AIM OF THE EXERCISE: Retype all entries exactly as they stand, excluding pictures.
= = = = =
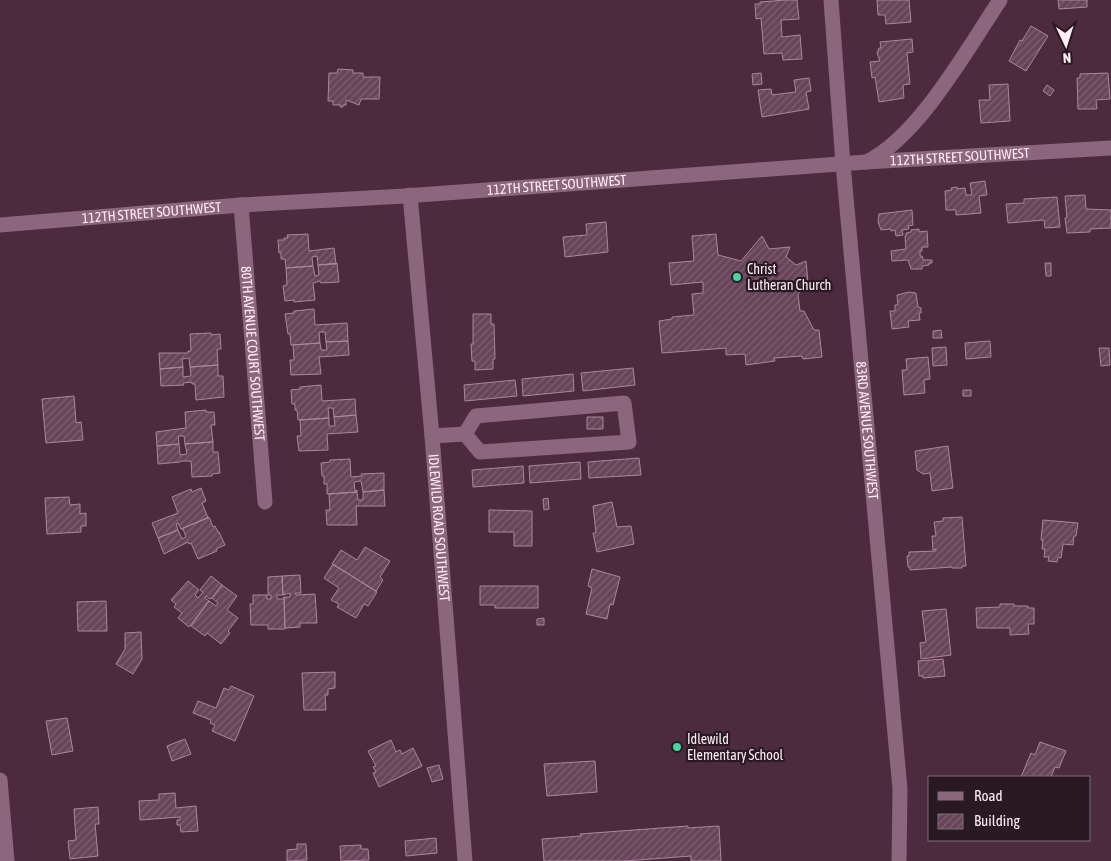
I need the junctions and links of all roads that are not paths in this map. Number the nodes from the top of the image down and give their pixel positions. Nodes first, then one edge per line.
1 (831, 0) edge
2 (1000, 0) edge
3 (1111, 148) edge
4 (866, 162) junction
5 (843, 164) junction
6 (410, 195) junction
7 (241, 205) junction
8 (0, 224) edge
9 (465, 434) junction
10 (432, 436) junction
11 (265, 502) dead end
12 (0, 780) edge
13 (7, 861) edge
14 (465, 861) edge
15 (899, 861) edge

1 - 5 street, 83RD AVENUE SOUTHWEST
2 - 4 street
3 - 4 street, 112TH STREET SOUTHWEST
4 - 5 street, 112TH STREET SOUTHWEST
5 - 6 street, 112TH STREET SOUTHWEST
5 - 15 street, 83RD AVENUE SOUTHWEST
6 - 7 street, 112TH STREET SOUTHWEST
6 - 10 street, IDLEWILD ROAD SOUTHWEST
7 - 8 street, 112TH STREET SOUTHWEST
7 - 11 street, 80TH AVENUE COURT SOUTHWEST
9 - 9 street
9 - 10 street
10 - 14 street, IDLEWILD ROAD SOUTHWEST
12 - 13 street

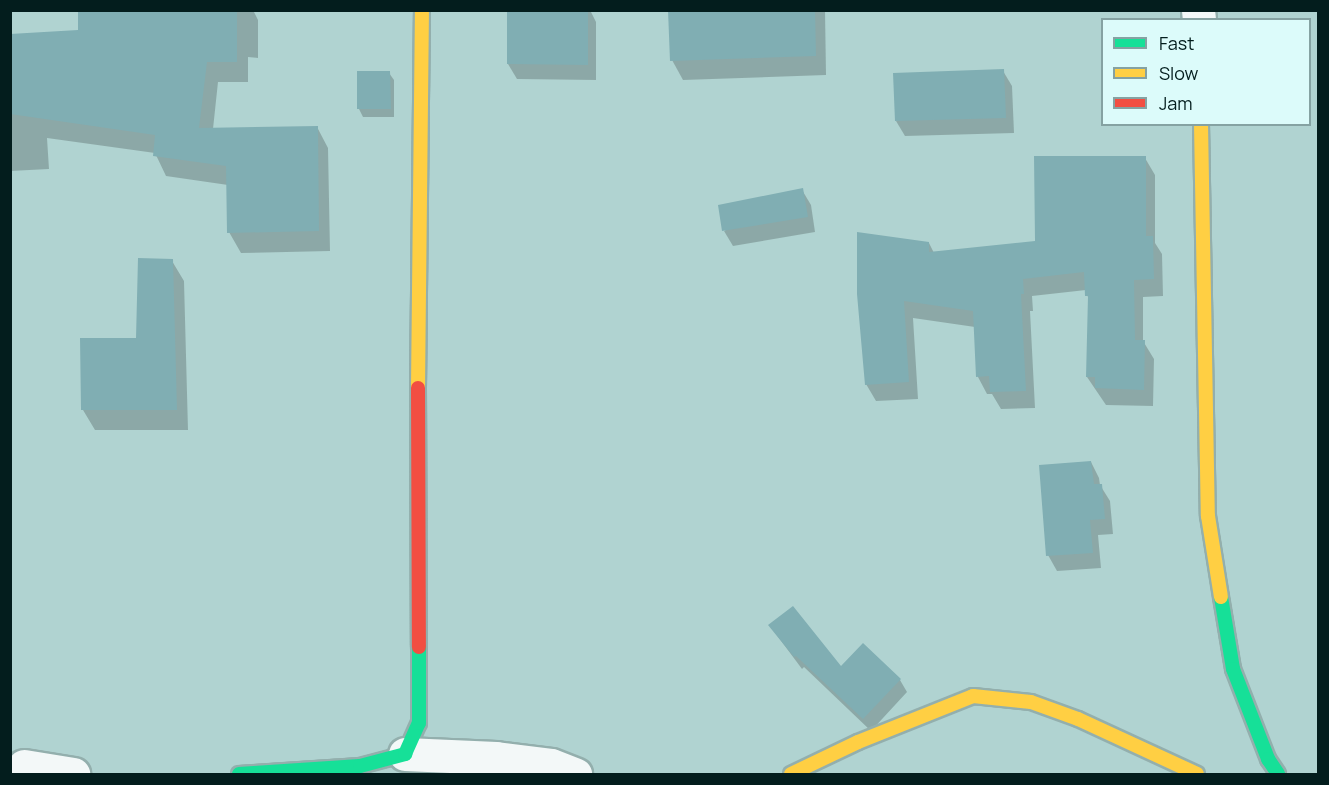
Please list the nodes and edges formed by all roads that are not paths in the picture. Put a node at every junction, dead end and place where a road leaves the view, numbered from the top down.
= = = = =
RESULT OF THE EXERCISE:
I need the junctions and links of all roads that are not paths in this map. Number the nodes from the top of the image down and give their pixel positions. Nodes first, then one edge per line.
1 (831, 0) edge
2 (1000, 0) edge
3 (1111, 148) edge
4 (866, 162) junction
5 (843, 164) junction
6 (410, 195) junction
7 (241, 205) junction
8 (0, 224) edge
9 (465, 434) junction
10 (432, 436) junction
11 (265, 502) dead end
12 (0, 780) edge
13 (7, 861) edge
14 (465, 861) edge
15 (899, 861) edge

1 - 5 street, 83RD AVENUE SOUTHWEST
2 - 4 street
3 - 4 street, 112TH STREET SOUTHWEST
4 - 5 street, 112TH STREET SOUTHWEST
5 - 6 street, 112TH STREET SOUTHWEST
5 - 15 street, 83RD AVENUE SOUTHWEST
6 - 7 street, 112TH STREET SOUTHWEST
6 - 10 street, IDLEWILD ROAD SOUTHWEST
7 - 8 street, 112TH STREET SOUTHWEST
7 - 11 street, 80TH AVENUE COURT SOUTHWEST
9 - 9 street
9 - 10 street
10 - 14 street, IDLEWILD ROAD SOUTHWEST
12 - 13 street

Please list the nodes and edges formed by all roads that are not paths in the picture. Put a node at every junction, dead end and place where a road leaves the view, numbered from the top down.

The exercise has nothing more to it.